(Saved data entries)
<<<<

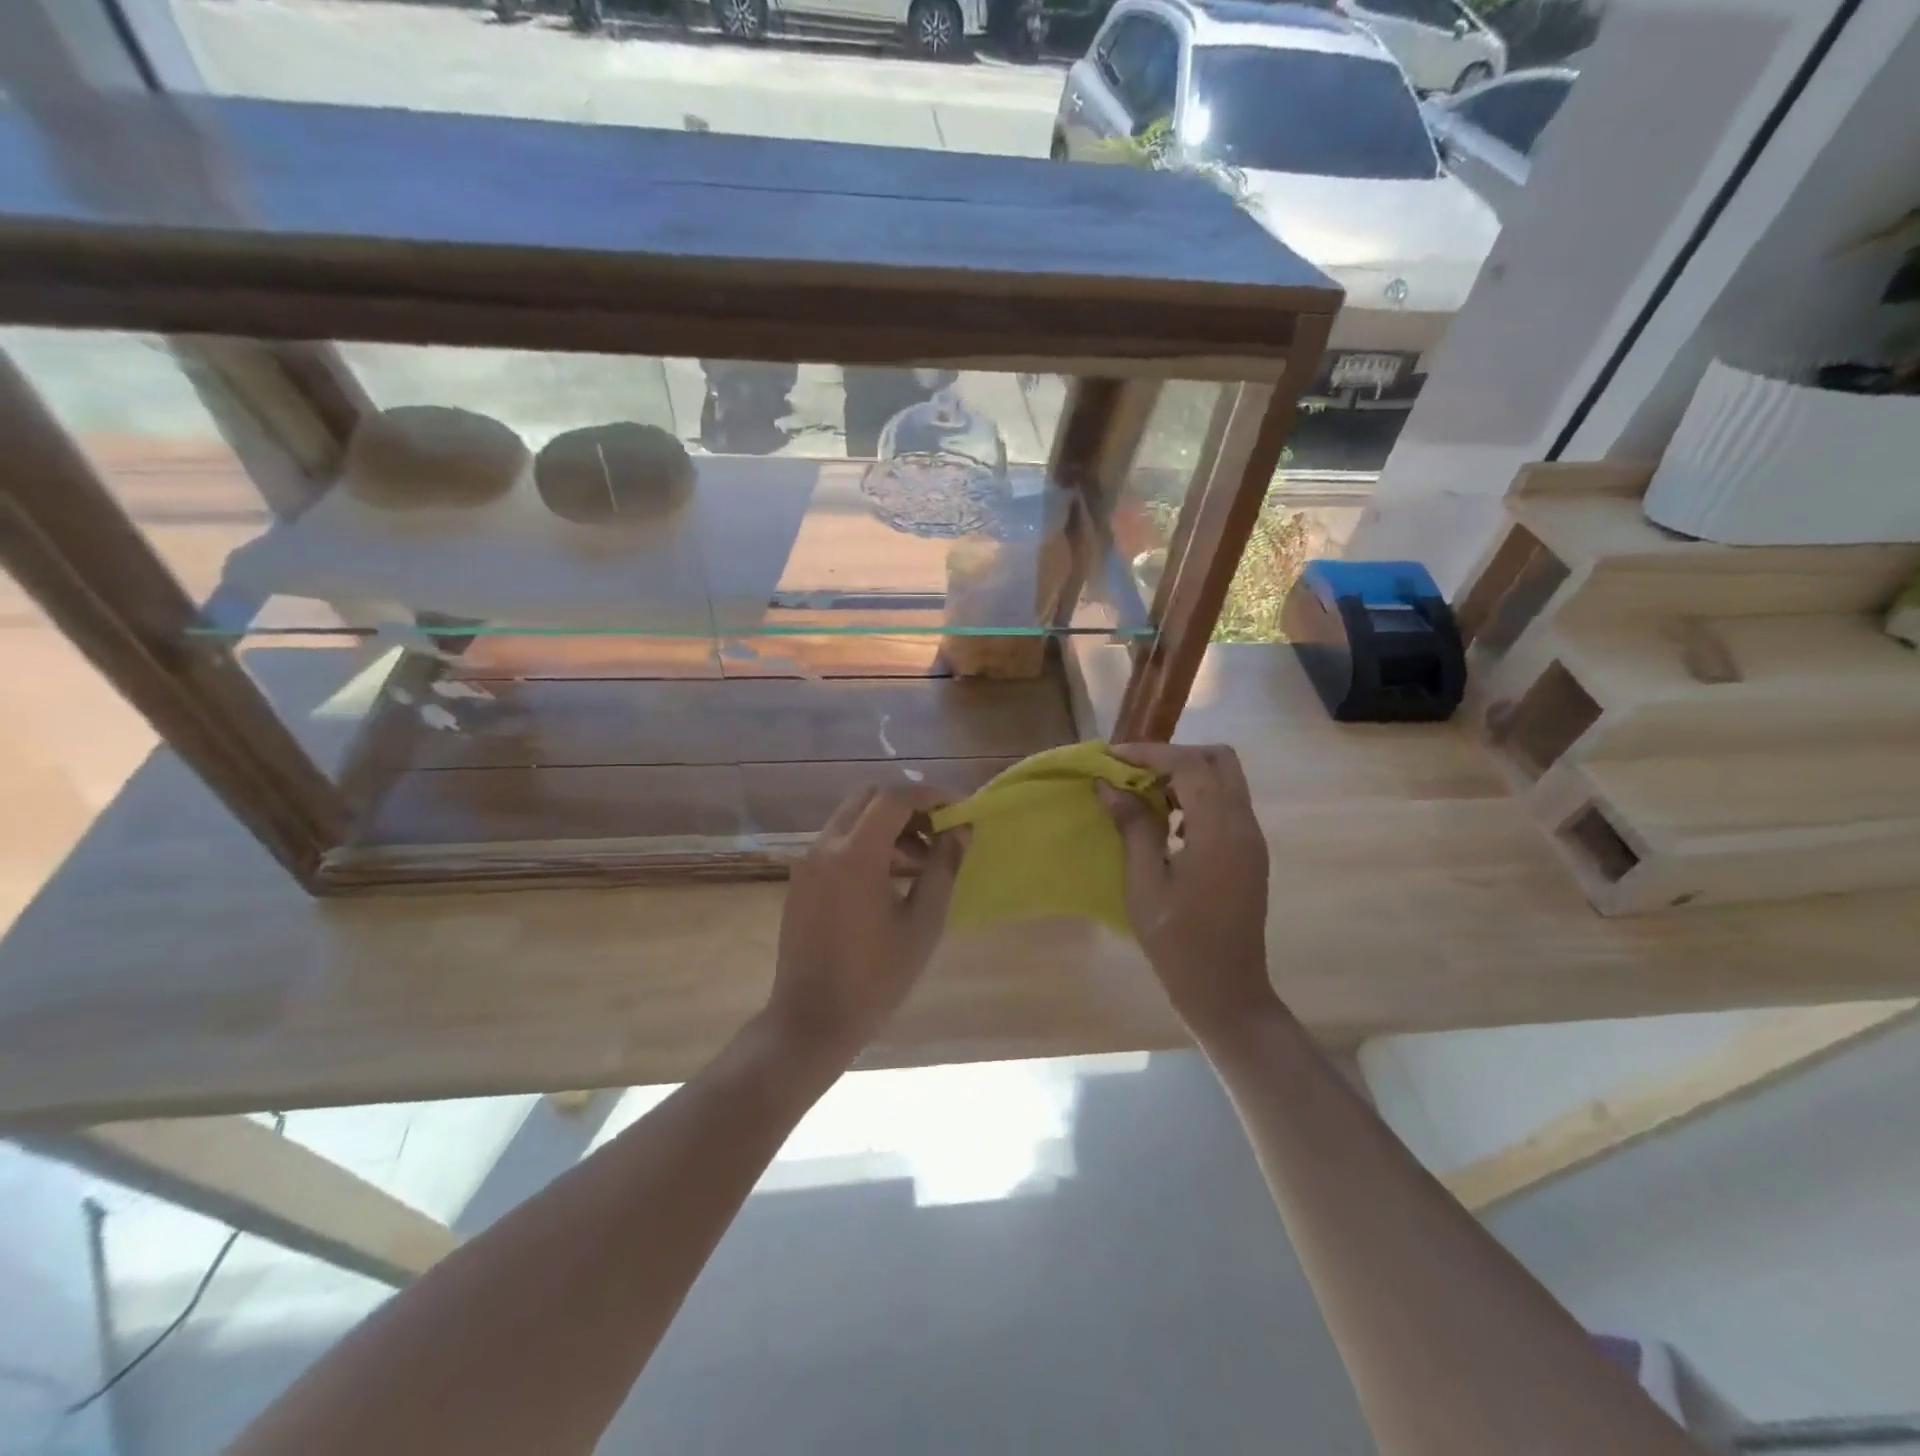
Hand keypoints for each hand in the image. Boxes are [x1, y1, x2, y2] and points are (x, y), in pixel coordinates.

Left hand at [766, 786, 967, 1065]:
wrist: (811, 1020)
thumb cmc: (876, 978)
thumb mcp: (923, 923)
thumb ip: (944, 867)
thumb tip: (962, 829)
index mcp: (855, 854)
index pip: (895, 796)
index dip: (931, 795)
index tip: (959, 810)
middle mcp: (825, 846)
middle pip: (870, 798)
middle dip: (909, 805)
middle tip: (940, 831)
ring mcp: (808, 862)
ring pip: (853, 818)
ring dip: (889, 825)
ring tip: (922, 861)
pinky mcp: (801, 879)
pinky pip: (838, 841)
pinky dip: (868, 842)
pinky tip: (891, 878)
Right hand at [1098, 744, 1277, 1035]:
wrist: (1226, 992)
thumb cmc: (1178, 942)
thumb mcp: (1145, 884)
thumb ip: (1132, 827)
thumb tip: (1108, 785)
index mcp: (1220, 830)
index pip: (1190, 764)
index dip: (1150, 753)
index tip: (1112, 757)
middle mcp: (1244, 825)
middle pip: (1219, 760)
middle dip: (1174, 756)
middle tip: (1134, 771)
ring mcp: (1251, 839)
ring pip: (1225, 780)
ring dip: (1186, 775)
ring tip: (1144, 796)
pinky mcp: (1250, 854)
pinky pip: (1227, 805)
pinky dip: (1197, 798)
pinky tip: (1169, 825)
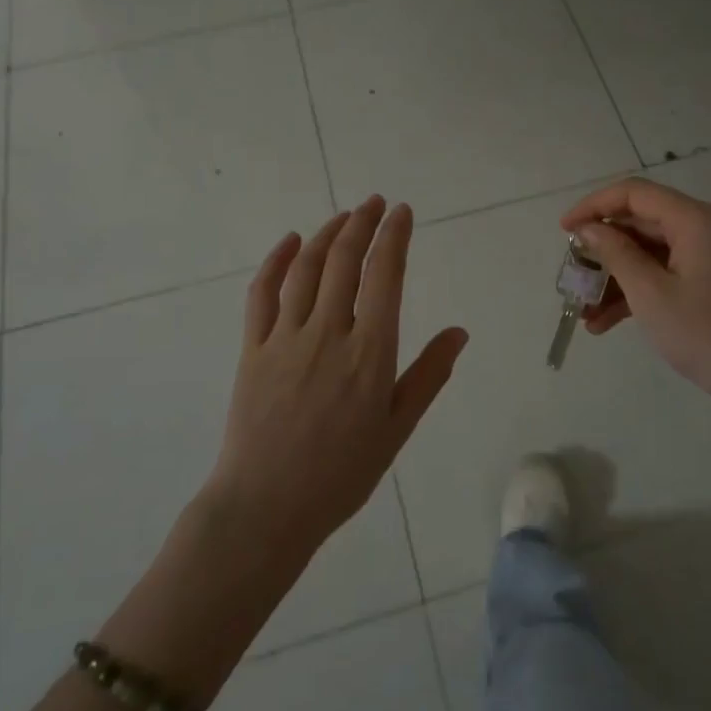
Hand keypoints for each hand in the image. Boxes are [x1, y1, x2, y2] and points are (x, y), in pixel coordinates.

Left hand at [206, 196, 466, 561]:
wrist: (265, 508)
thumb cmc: (341, 474)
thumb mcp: (397, 429)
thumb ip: (428, 376)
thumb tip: (458, 331)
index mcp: (370, 353)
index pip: (385, 276)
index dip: (394, 237)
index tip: (402, 212)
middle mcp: (328, 333)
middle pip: (346, 261)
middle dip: (363, 223)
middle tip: (375, 202)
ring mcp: (285, 337)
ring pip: (307, 268)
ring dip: (327, 234)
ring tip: (344, 216)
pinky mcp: (252, 349)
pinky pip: (262, 293)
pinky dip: (276, 261)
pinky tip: (290, 241)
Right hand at [561, 178, 710, 425]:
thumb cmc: (704, 333)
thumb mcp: (650, 293)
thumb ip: (615, 253)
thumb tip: (587, 228)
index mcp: (695, 220)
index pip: (635, 193)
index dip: (594, 206)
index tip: (563, 230)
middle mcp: (706, 228)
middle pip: (643, 222)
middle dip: (603, 248)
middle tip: (573, 272)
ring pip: (651, 253)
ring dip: (617, 277)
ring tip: (584, 310)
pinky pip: (667, 273)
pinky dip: (639, 291)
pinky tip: (607, 323)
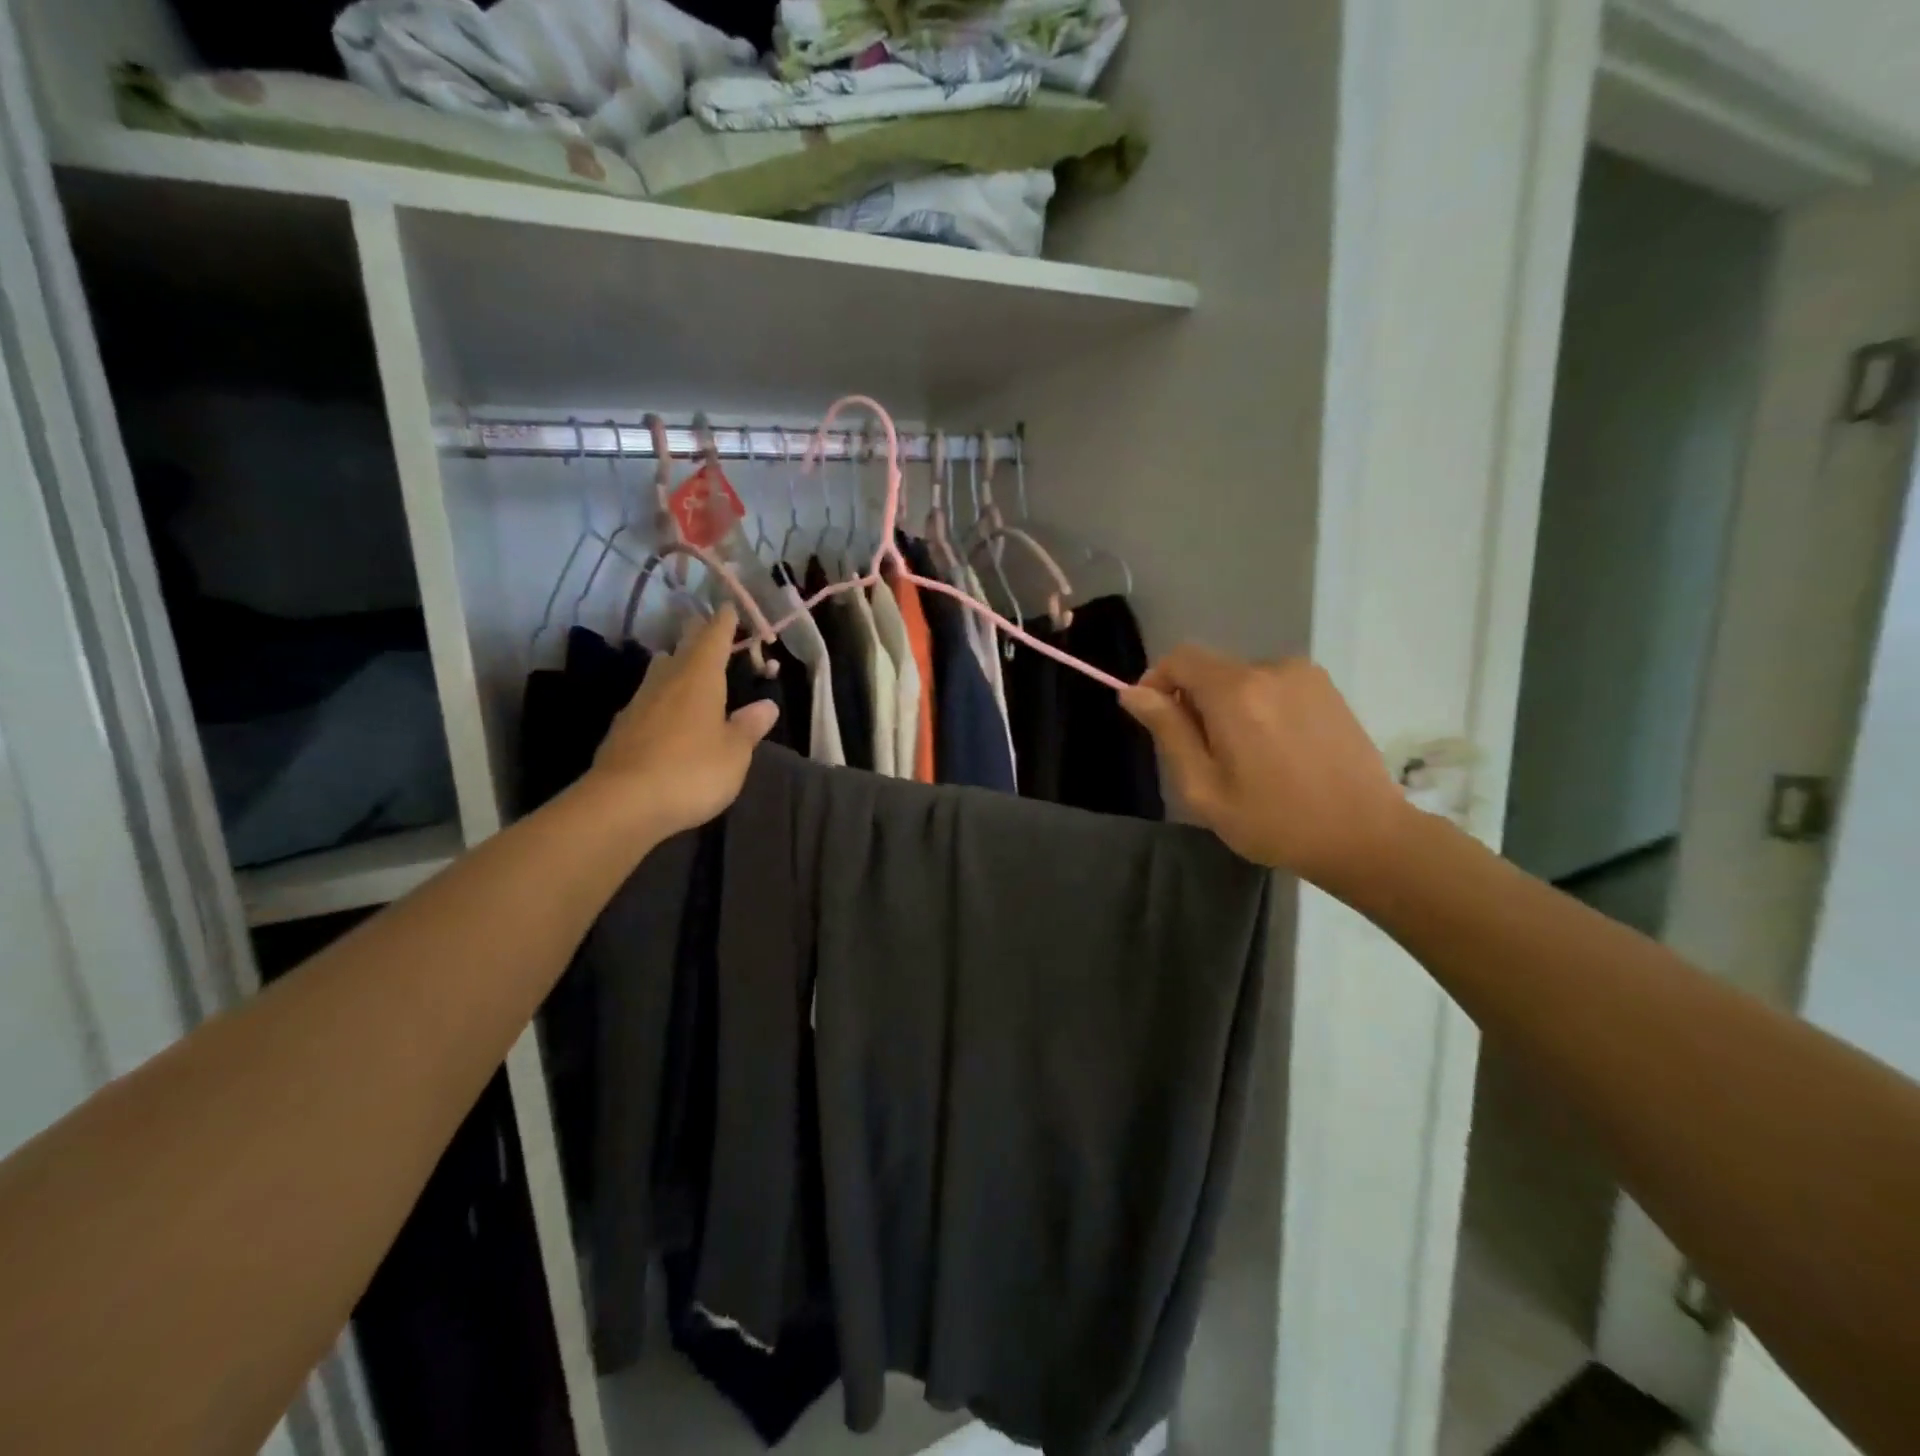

>>>>

> _Work item_:
Pictures stay out. Print the data exactly, from its first line through the line containing "pinky tip: (290, 241)".

> _Expected answer_:
Hand keypoints for each hand in the image. Boxes are [x1, y1, x2, y2] and points are (x, y), in pixel coordinates.

Left hand at [766, 786, 967, 1065]:
wrist: (811, 1020)
thumb cmc: (876, 978)
thumb mcp: (923, 923)
thumb ip: (944, 867)
thumb tip: (962, 829)
index mcp: (855, 854)
index pip: (895, 796)
index dip: (931, 795)
index tip: (959, 810)
middle mcp: (825, 846)
middle pip: (870, 798)
middle dip: (909, 805)
middle tip: (940, 831)
ring mcp: (808, 862)
ring pip: (853, 818)
ring dip: (889, 825)
ring tip: (922, 861)
pinky mcp: (801, 879)
pinky pip: (838, 841)
pinky dip: (868, 842)
pinky tip: (891, 878)
Right hand at [1098, 744, 1277, 1035]:
wrist: (1226, 992)
thumb cmc: (1178, 942)
thumb mcp: (1145, 884)
thumb ip: (1132, 827)
thumb tip: (1108, 785)
index mcp: (1220, 830)
index pip: (1190, 764)
index dip: (1150, 753)
index tip: (1112, 757)
middle mcp: (1244, 825)
middle pip: (1219, 760)
middle dip: (1174, 756)
middle tip: (1134, 771)
ring mcp: (1251, 839)
ring pip: (1225, 780)
ring dip: (1186, 775)
ring tip: (1144, 796)
pinky mcp: (1250, 854)
pinky pip: (1227, 805)
pinky dip: (1197, 798)
pinky tip: (1169, 825)
Hand keypoints for each hand in the image. Boxes are [x1, y1, x2, y2] and points are (x, y), in pixel coordinates.

Left hand at [206, 196, 466, 561]:
wrist: (265, 508)
thumb cmc: (341, 474)
thumb mcp: (397, 429)
thumb ip: (428, 376)
thumb tip: (458, 331)
index mcp: (370, 353)
index pip: (385, 276)
index dip: (394, 237)
index tip: (402, 212)
middle mcp: (328, 333)
middle pip: (346, 261)
middle dip: (363, 223)
middle tip: (375, 202)
ring mcp: (285, 337)
ring pip: (307, 268)
ring dip: (327, 234)
ring tip: (344, 216)
pinky mcp: (252, 349)
pinky pip: (262, 293)
pinky dip: (276, 261)
pinky tip: (290, 241)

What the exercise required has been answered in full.